### Task to complete
Line by line, retype the material exactly and leave each picture out.

### Data under study
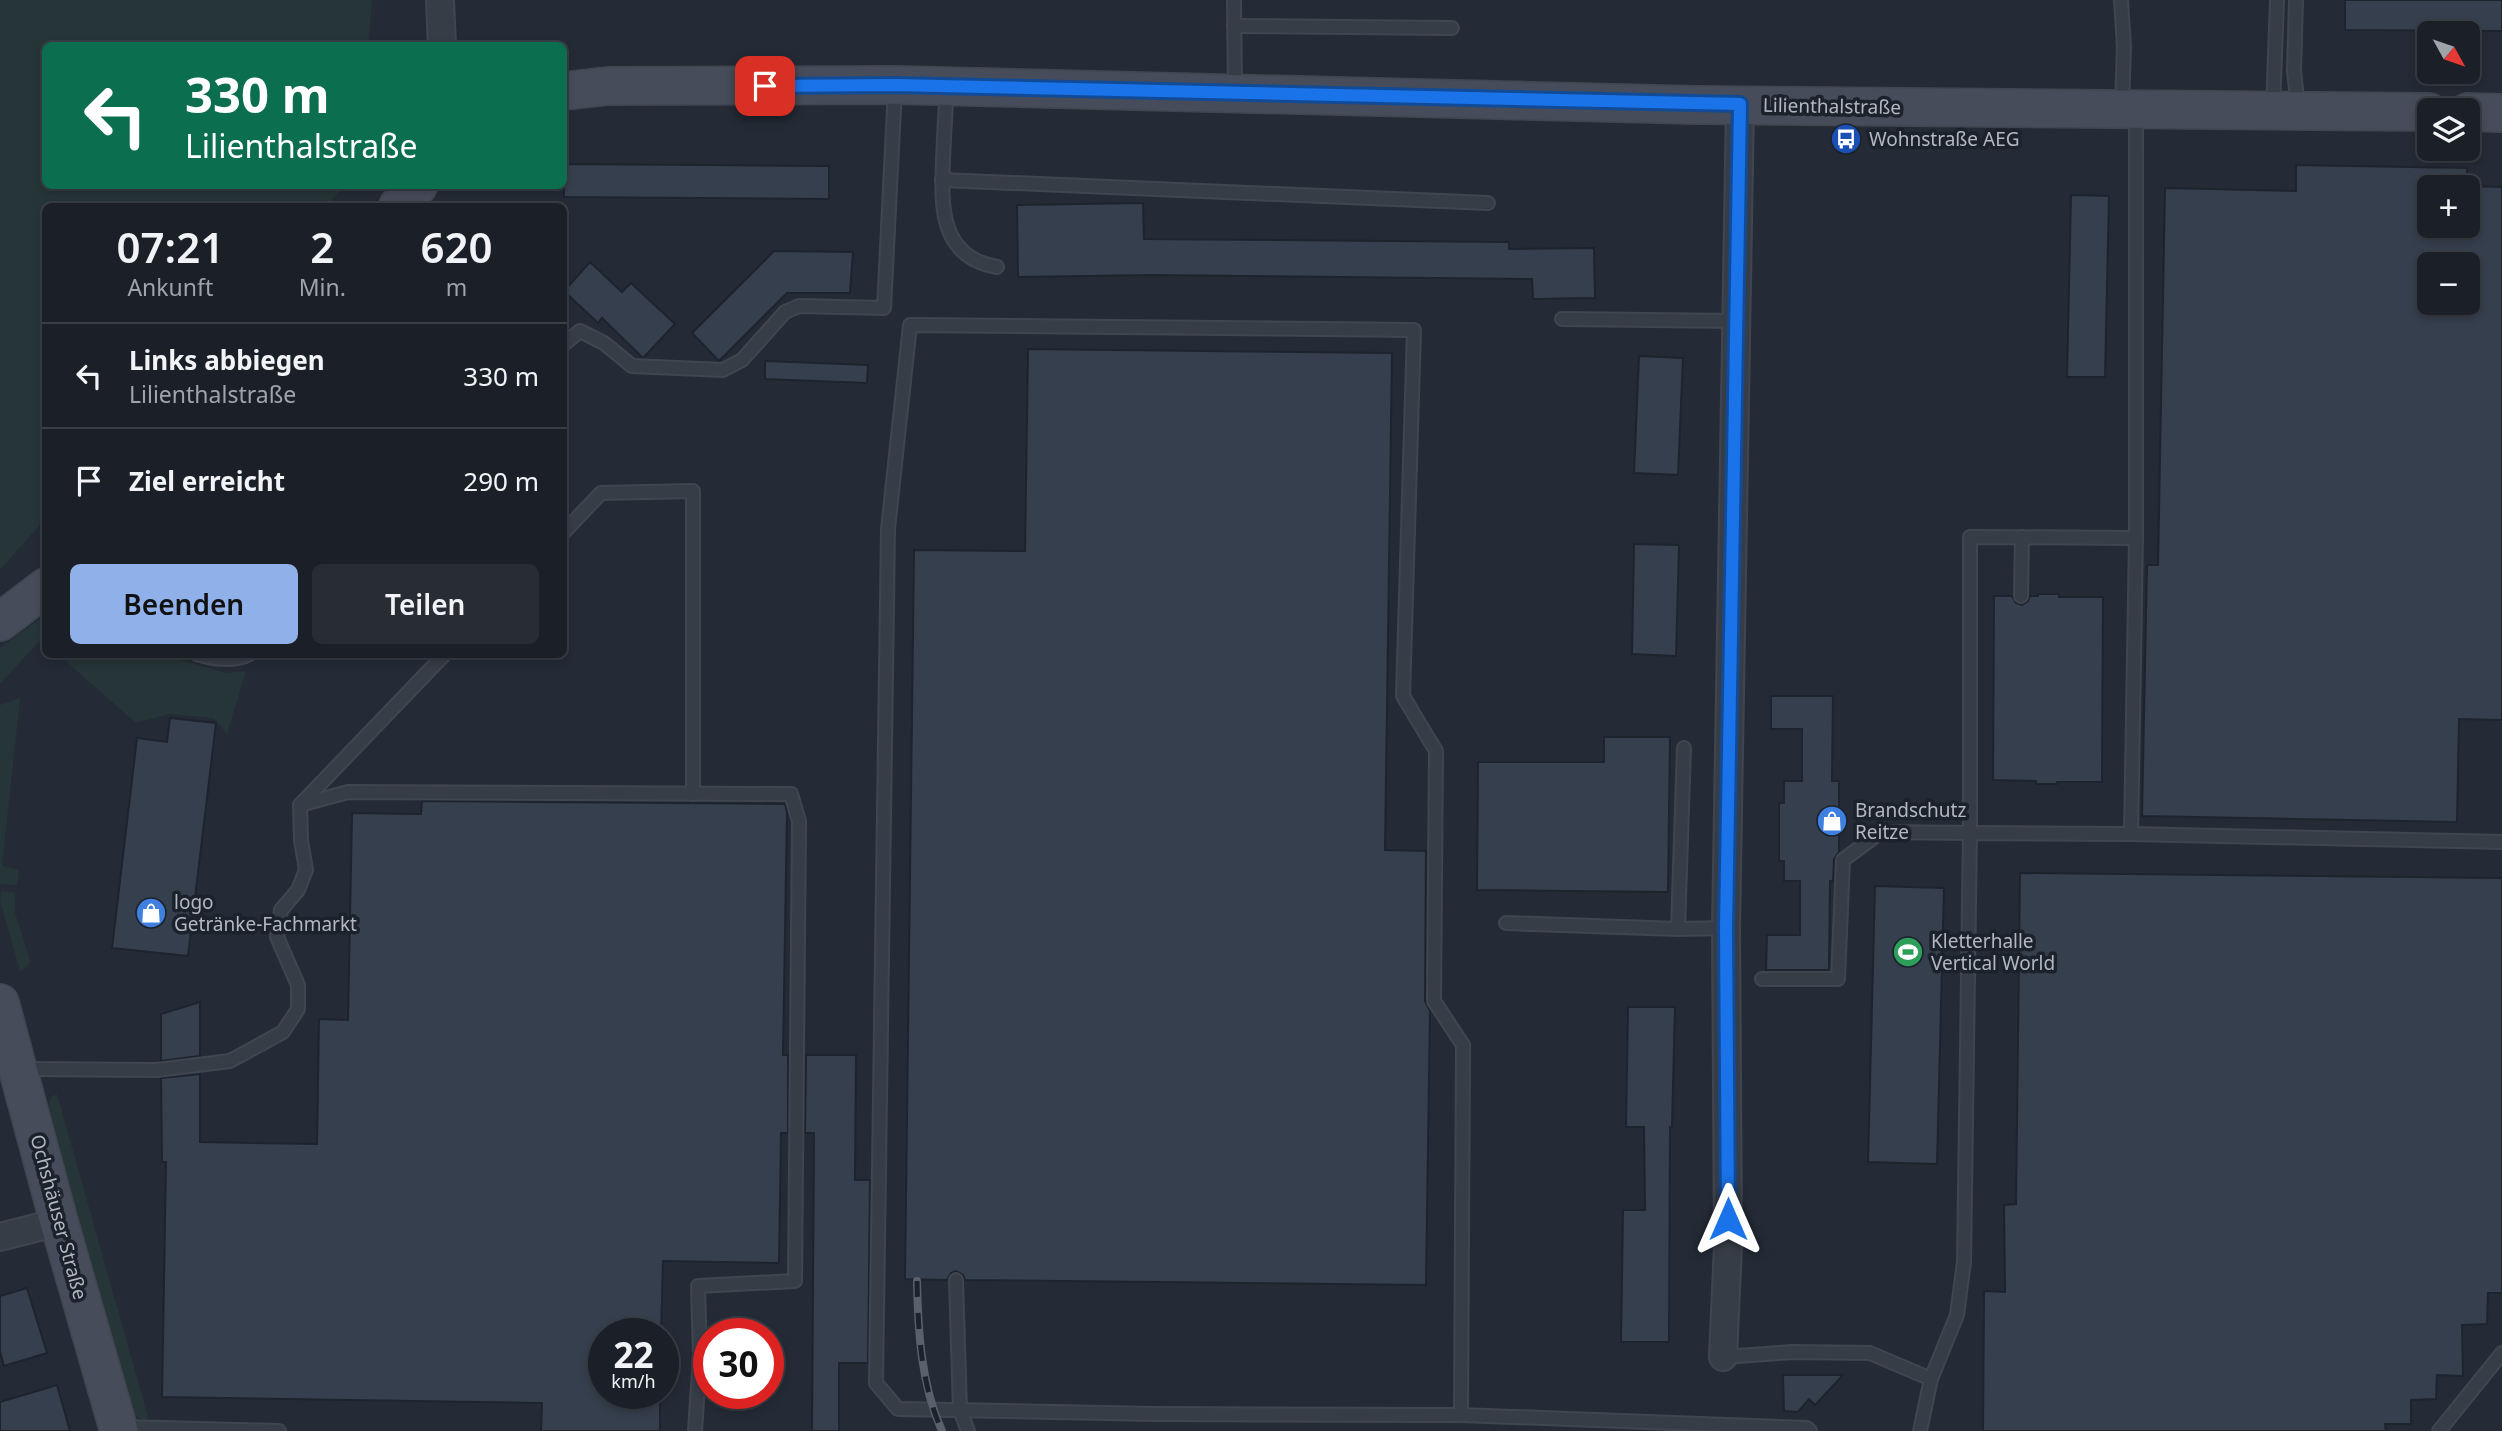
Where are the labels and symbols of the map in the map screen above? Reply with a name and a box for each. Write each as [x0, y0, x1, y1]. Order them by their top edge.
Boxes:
north arrow [2417, 21, 2480, 84]
pin [735, 56, 795, 116]
street label: Lilienthalstraße [1763, 92, 1901, 120]
bus stop icon: Wohnstraße AEG [1829, 122, 1863, 156]
place label: Wohnstraße AEG [1869, 126, 2020, 152]
place label: Brandschutz Reitze [1855, 797, 1966, 845]
shop icon: Brandschutz Reitze [1815, 804, 1849, 838]
place label: logo Getränke-Fachmarkt [174, 889, 357, 937]
shop icon: logo Getränke-Fachmarkt [134, 896, 168, 930]
place label: Kletterhalle Vertical World [1931, 928, 2055, 976]
sports icon: Kletterhalle Vertical World [1891, 935, 1925, 969]
street label: Ochshäuser Straße [24, 1132, 94, 1302]
position arrow [1691, 1182, 1765, 1256]
speed limit sign: 30 [693, 1318, 784, 1409]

### Answer section
Where are the labels and symbols of the map in the map screen above? Reply with a name and a box for each. Write each as [x0, y0, x1, y1]. Order them by their top edge.
Boxes:
north arrow [2417, 21, 2480, 84]
pin [735, 56, 795, 116]
street label: Lilienthalstraße [1763, 92, 1901, 120]
bus stop icon: Wohnstraße AEG [1829, 122, 1863, 156]
place label: Wohnstraße AEG [1869, 126, 2020, 152]
place label: Brandschutz Reitze [1855, 797, 1966, 845]
shop icon: Brandschutz Reitze [1815, 804, 1849, 838]
place label: logo Getränke-Fachmarkt [174, 889, 357, 937]
shop icon: logo Getränke-Fachmarkt [134, 896, 168, 930]
place label: Kletterhalle Vertical World [1931, 928, 2055, 976]
sports icon: Kletterhalle Vertical World [1891, 935, 1925, 969]
street label: Ochshäuser Straße [24, 1132, 94, 1302]
position arrow [1691, 1182, 1765, 1256]
speed limit sign: 30 [693, 1318, 784, 1409]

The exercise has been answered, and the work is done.